* _Work instruction_
Retype each of the records below exactly, leaving the pictures out.

* _Information given_
————————

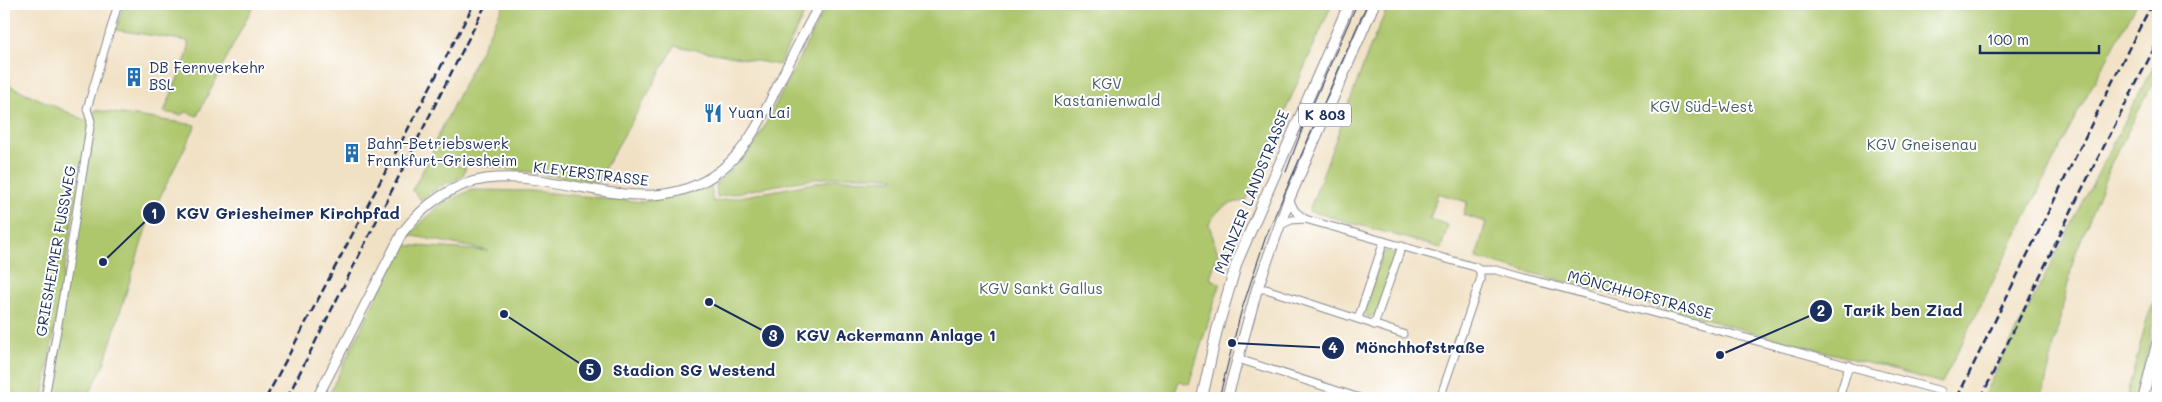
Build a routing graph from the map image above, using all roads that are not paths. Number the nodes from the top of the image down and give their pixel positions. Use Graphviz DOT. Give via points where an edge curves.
graph roads {
  1 [pos="118,4"];
  2 [pos="820,4"];
  3 [pos="1349,4"];
  4 [pos="1374,4"];
  5 [pos="1289,199"];
  6 [pos="1305,219"];
  7 [pos="1279,227"];
  8 [pos="1384,241"];
  9 [pos="1402,246"];
  10 [pos="1480,270"];
  11 [pos="1257,289"];
  12 [pos="1358,319"];
  13 [pos="1374,325"];
  14 [pos="1403,334"];
  15 [pos="2158,338"];
  16 [pos="1238,359"];
  17 [pos="1849,365"];
  18 [pos="1941,391"];
  19 [pos="45,398"];
  20 [pos="317,398"];
  21 [pos="1203,398"];
  22 [pos="1227,398"];
  23 [pos="1360,398"];
  24 [pos="1440,398"];
  25 [pos="1839,398"];
  26 [pos="2143,398"];
  1 -- 19 [label="street, GRIESHEIMER FUSSWEG" via="87,108 91,121"];
  2 -- 20 [label="street, KLEYERSTRASSE" via="753,132 731,161 704,181 677,192 639,196 528,180 485,179 460,187 432,202 398,240"];
  3 -- 21 [label="main road, MAINZER LANDSTRASSE / K 803" via="1238,262 1217,330"];
  4 -- 5 [label="main road, K 803"];
  5 -- 6 [label="street" via="1295,211"];
  5 -- 7 [label="main road, K 803"];
  6 -- 7 [label="street" via="1291,220"];
  6 -- 8 [label="street, MÖNCHHOFSTRASSE"];
  7 -- 11 [label="main road"];
  8 -- 9 [label="street, MÖNCHHOFSTRASSE"];
  8 -- 12 [label="street"];
  9 -- 10 [label="street, MÖNCHHOFSTRASSE"];
  9 -- 13 [label="street"];
  10 -- 17 [label="street, MÖNCHHOFSTRASSE" via="1496,270"];
  10 -- 24 [label="street" via="1480,280"];
  11 -- 12 [label="street" via="1266,289"];
  11 -- 16 [label="main road"];
  12 -- 13 [label="street"];
  13 -- 14 [label="street"];
  15 -- 26 [label="street"];
  16 -- 22 [label="main road"];
  16 -- 23 [label="street"];
  17 -- 18 [label="street, MÖNCHHOFSTRASSE"];
  17 -- 25 [label="street"];
}
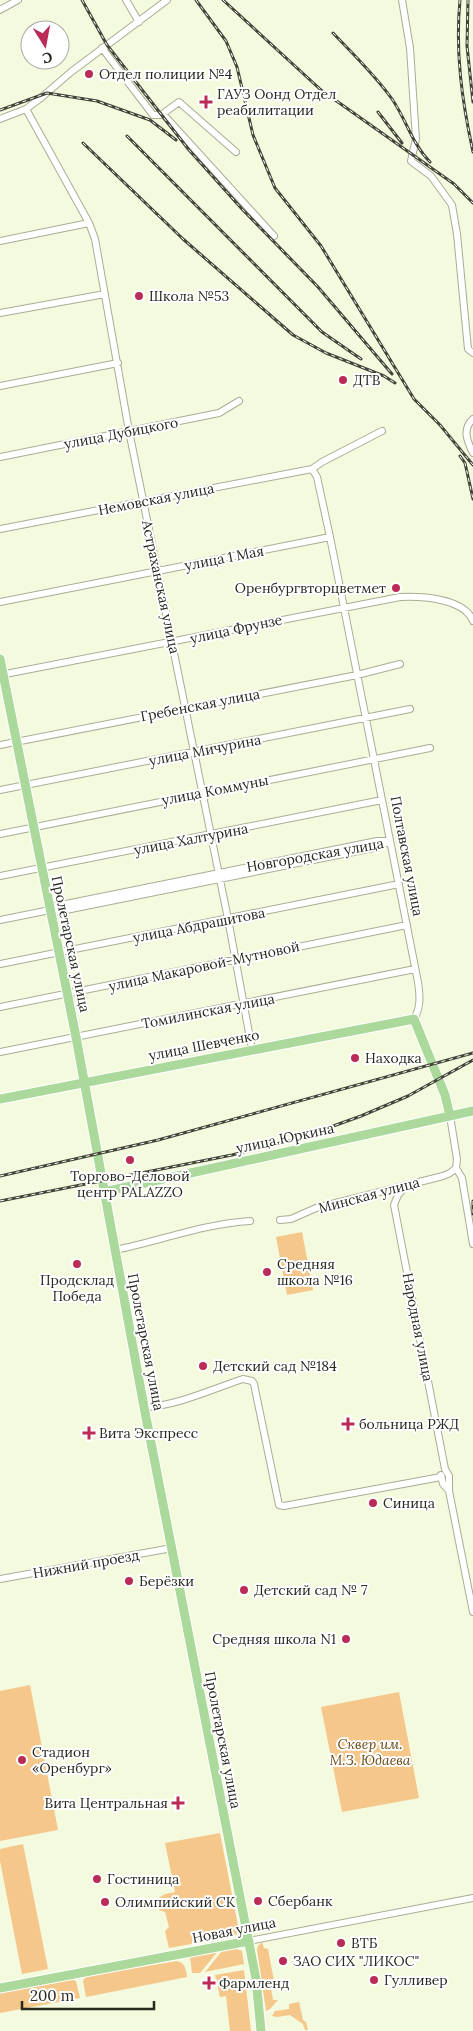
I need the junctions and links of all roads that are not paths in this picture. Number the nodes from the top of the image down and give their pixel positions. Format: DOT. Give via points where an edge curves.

————————

* _Exercise output_
Build a routing graph from the map image above, using all roads that are not paths. Number the nodes from the top of the image down and give their pixel positions. Use Graphviz DOT. Give via points where an edge curves.
graph roads {
  1 [pos="118,4"];
  2 [pos="820,4"];
  3 [pos="1349,4"];
  4 [pos="1374,4"];
  5 [pos="1289,199"];
  6 [pos="1305,219"];
  7 [pos="1279,227"];
  8 [pos="1384,241"];
  9 [pos="1402,246"];
  10 [pos="1480,270"];
  11 [pos="1257,289"];
  12 [pos="1358,319"];
  13 [pos="1374,325"];
  14 [pos="1403,334"];
  15 [pos="2158,338"];
  16 [pos="1238,359"];
  17 [pos="1849,365"];
  18 [pos="1941,391"];
  19 [pos="45,398"];
  20 [pos="317,398"];
  21 [pos="1203,398"];
  22 [pos="1227,398"];
  23 [pos="1360,398"];
  24 [pos="1440,398"];
  25 [pos="1839,398"];
  26 [pos="2143,398"];
  1 -- 19 [label="street, GRIESHEIMER FUSSWEG" via="87,108 91,121"];
  2 -- 20 [label="street, KLEYERSTRASSE" via="753,132 731,161 704,181 677,192 639,196 528,180 485,179 460,187 432,202 398,240"];
  3 -- 21 [label="main road, MAINZER LANDSTRASSE / K 803" via="1238,262 1217,330"];
  4 -- 5 [label="main road, K 803"];
  5 -- 6 [label="street" via="1295,211"];
  5 -- 7 [label="main road, K 803"];
  6 -- 7 [label="street" via="1291,220"];
  6 -- 8 [label="street, MÖNCHHOFSTRASSE"];
  7 -- 11 [label="main road"];
  8 -- 9 [label="street, MÖNCHHOFSTRASSE"];
  8 -- 12 [label="street"];
  9 -- 10 [label="street, MÖNCHHOFSTRASSE"];
  9 -- 13 [label="street"];
  10 -- 17 [label="street, MÖNCHHOFSTRASSE" via="1496,270"];
  10 -- 24 [label="street" via="1480,280"];
  11 -- 12 [label="street" via="1266,289"];
  11 -- 16 [label="main road"];
  12 -- 13 [label="street"];
  13 -- 14 [label="street"];
  15 -- 26 [label="street"];
  16 -- 22 [label="main road"];
  16 -- 23 [label="street"];
  17 -- 18 [label="street, MÖNCHHOFSTRASSE"];
  17 -- 25 [label="street"];
}
I need the junctions and links of all roads that are not paths in this picture. Number the nodes from the top of the image down and give their pixel positions. Format: DOT. Give via points where an edge curves.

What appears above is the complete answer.